# AIM OF THE EXERCISE
Filter the entries for lines with the word "Teik".

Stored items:
————

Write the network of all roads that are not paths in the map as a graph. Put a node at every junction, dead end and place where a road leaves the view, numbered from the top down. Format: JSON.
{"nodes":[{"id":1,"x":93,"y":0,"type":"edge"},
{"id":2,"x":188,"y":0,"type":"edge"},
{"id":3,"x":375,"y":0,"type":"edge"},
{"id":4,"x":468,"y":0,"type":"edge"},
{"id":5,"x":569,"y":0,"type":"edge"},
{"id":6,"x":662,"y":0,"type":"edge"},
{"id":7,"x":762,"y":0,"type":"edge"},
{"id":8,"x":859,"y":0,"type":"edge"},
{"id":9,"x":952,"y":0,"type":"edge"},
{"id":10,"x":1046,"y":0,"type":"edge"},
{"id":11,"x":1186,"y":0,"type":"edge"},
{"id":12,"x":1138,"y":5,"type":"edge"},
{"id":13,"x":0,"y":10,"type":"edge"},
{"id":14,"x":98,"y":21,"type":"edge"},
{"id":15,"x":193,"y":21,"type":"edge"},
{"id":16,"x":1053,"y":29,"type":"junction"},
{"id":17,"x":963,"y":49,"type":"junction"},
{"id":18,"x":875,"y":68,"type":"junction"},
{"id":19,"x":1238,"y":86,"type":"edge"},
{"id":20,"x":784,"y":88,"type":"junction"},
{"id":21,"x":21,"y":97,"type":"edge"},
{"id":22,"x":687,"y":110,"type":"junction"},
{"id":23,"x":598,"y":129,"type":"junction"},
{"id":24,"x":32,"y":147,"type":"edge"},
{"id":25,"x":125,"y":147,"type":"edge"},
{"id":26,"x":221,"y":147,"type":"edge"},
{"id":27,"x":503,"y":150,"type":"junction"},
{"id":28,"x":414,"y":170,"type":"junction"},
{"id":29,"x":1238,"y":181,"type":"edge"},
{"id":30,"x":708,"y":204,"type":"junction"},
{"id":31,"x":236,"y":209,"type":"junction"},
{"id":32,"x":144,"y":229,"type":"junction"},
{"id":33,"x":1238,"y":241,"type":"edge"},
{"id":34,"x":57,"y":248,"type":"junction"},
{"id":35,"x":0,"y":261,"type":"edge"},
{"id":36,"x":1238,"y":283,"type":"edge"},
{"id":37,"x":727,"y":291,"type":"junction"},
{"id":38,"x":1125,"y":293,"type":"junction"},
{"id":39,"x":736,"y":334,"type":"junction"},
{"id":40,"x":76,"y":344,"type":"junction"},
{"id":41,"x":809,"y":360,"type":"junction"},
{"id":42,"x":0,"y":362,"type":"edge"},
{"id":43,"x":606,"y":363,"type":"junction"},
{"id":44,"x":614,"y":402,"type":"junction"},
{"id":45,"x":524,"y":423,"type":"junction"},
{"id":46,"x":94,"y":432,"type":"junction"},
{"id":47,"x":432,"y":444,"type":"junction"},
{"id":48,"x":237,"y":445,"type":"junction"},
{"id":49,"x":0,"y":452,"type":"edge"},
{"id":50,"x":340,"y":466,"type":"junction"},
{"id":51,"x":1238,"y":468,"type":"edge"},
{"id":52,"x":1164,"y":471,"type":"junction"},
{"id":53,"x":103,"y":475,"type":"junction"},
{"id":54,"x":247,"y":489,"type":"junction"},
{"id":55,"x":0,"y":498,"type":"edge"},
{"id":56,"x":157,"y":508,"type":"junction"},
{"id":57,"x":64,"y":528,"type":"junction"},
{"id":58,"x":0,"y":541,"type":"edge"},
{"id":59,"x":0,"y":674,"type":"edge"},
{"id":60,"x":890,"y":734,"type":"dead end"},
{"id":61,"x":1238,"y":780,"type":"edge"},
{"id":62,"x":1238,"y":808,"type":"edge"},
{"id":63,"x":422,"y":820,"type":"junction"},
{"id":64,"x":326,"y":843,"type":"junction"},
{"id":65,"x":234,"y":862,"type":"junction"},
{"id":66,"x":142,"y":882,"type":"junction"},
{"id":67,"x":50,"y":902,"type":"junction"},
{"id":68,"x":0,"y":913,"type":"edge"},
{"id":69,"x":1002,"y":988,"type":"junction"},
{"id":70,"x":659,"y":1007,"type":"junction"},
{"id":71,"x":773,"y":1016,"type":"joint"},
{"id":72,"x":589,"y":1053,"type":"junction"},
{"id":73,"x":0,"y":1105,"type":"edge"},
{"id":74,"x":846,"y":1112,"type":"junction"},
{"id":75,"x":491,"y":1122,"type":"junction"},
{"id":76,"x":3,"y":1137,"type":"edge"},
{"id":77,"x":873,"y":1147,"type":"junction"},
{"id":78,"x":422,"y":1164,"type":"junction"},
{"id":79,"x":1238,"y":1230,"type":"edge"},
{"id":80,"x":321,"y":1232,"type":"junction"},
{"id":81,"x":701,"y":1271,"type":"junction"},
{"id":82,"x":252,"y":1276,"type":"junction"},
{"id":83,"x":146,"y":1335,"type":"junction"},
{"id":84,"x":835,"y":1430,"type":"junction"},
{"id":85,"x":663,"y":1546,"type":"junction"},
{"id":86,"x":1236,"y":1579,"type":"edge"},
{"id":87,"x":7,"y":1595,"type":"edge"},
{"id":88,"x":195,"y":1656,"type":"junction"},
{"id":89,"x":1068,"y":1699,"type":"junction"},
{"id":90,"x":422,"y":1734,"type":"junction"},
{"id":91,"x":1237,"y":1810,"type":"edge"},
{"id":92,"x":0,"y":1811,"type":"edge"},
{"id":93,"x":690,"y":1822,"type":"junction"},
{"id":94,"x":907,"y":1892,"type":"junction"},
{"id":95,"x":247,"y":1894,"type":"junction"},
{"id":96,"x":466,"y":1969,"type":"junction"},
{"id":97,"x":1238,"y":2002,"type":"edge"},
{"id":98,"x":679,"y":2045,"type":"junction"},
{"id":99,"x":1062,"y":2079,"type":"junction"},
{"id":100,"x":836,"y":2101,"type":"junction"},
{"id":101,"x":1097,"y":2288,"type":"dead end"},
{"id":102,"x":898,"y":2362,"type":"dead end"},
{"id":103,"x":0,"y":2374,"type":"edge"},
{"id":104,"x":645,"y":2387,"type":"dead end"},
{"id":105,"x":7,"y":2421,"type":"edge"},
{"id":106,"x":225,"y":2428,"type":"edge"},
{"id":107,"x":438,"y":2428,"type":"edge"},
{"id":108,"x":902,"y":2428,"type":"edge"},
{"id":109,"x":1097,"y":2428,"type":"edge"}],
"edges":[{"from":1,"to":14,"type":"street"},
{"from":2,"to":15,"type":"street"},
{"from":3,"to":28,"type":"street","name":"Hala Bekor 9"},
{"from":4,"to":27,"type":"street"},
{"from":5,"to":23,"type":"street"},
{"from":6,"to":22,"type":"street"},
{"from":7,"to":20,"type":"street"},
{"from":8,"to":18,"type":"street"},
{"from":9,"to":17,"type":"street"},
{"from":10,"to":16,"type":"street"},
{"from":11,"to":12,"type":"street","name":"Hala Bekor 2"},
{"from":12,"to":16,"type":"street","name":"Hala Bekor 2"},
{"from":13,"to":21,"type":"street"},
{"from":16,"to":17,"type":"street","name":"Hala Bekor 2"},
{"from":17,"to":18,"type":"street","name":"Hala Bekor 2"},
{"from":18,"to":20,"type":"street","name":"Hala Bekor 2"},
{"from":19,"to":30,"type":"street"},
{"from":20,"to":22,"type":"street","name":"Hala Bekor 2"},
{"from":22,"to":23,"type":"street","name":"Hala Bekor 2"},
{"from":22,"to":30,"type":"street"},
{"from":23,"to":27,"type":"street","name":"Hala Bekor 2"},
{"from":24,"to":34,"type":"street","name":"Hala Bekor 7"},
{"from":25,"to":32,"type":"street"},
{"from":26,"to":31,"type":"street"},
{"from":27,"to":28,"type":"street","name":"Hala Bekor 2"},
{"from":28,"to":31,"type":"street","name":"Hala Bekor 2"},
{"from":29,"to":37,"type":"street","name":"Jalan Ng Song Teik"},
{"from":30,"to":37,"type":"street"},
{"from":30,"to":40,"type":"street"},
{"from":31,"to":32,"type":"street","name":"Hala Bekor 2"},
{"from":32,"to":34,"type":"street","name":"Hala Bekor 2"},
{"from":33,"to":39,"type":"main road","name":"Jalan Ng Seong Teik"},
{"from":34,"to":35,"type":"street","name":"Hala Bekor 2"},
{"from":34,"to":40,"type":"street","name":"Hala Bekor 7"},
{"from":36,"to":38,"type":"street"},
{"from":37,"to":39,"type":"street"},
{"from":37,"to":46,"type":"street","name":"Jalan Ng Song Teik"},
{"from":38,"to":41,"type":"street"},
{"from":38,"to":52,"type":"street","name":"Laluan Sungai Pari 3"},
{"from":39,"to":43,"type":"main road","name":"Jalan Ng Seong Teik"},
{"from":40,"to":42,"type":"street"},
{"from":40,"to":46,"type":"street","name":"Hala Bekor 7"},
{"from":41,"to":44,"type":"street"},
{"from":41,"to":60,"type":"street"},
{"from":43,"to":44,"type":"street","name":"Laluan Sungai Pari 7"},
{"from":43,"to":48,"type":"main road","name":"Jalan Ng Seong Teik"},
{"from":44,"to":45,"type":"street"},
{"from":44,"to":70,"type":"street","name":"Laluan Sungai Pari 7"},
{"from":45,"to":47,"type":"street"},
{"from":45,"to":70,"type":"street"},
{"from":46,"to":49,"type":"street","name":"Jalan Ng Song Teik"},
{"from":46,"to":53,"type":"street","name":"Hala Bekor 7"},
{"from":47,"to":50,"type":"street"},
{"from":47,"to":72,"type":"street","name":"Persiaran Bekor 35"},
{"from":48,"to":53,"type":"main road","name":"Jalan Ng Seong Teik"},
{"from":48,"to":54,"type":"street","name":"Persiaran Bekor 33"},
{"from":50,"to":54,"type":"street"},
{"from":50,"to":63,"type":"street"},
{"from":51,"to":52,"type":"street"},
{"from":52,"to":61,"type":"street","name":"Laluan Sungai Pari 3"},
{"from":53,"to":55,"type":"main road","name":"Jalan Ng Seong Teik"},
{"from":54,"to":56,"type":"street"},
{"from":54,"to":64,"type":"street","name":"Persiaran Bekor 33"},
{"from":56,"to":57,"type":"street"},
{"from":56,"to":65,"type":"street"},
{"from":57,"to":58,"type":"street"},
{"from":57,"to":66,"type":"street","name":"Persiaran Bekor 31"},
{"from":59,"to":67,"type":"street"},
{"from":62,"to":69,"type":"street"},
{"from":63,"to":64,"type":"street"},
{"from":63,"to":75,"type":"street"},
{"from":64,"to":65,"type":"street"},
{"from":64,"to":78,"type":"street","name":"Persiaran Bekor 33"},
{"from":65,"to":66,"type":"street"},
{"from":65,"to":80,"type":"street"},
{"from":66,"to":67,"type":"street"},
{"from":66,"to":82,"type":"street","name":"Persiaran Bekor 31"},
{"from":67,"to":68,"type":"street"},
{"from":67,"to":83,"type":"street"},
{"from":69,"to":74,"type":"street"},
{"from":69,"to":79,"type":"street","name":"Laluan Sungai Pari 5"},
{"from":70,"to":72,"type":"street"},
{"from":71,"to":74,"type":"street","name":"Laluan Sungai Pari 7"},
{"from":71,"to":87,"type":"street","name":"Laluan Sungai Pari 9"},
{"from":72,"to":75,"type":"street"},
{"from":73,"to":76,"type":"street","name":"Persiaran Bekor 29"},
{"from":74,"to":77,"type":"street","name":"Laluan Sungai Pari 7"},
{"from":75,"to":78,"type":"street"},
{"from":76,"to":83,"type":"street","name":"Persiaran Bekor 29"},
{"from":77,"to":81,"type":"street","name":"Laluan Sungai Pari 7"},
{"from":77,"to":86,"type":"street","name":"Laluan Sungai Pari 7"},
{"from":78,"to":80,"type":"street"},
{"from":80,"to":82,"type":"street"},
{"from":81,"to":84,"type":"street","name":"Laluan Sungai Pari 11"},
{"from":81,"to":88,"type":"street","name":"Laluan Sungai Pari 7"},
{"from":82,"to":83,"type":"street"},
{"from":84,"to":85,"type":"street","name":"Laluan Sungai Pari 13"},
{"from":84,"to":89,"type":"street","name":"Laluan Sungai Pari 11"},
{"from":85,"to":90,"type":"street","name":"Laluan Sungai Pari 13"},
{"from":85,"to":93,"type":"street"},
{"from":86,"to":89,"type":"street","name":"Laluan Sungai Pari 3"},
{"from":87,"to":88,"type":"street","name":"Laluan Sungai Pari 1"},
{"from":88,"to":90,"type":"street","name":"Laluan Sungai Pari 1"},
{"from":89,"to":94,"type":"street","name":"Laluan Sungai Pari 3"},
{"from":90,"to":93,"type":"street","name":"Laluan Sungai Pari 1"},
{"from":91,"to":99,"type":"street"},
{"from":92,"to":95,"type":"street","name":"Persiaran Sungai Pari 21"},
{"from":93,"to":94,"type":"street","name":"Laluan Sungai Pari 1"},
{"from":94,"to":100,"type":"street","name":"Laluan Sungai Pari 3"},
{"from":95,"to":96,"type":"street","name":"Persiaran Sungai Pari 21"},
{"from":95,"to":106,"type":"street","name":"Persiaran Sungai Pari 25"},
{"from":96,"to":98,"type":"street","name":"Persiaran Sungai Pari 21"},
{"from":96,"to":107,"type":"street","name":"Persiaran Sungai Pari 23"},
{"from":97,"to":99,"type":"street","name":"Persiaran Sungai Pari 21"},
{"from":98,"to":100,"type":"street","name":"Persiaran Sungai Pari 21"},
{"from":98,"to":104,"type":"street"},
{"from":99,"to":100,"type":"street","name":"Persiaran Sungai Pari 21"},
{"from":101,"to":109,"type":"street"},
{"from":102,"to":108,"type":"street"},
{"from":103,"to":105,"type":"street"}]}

————

# EXERCISE OUTPUT
{"from":29,"to":37,"type":"street","name":"Jalan Ng Song Teik"},
{"from":33,"to":39,"type":"main road","name":"Jalan Ng Seong Teik"},
{"from":37,"to":46,"type":"street","name":"Jalan Ng Song Teik"},
{"from":39,"to":43,"type":"main road","name":"Jalan Ng Seong Teik"},
{"from":43,"to":48,"type":"main road","name":"Jalan Ng Seong Teik"},
{"from":46,"to":49,"type":"street","name":"Jalan Ng Song Teik"},
{"from":48,"to":53,"type":"main road","name":"Jalan Ng Seong Teik"},
{"from":53,"to":55,"type":"main road","name":"Jalan Ng Seong Teik"},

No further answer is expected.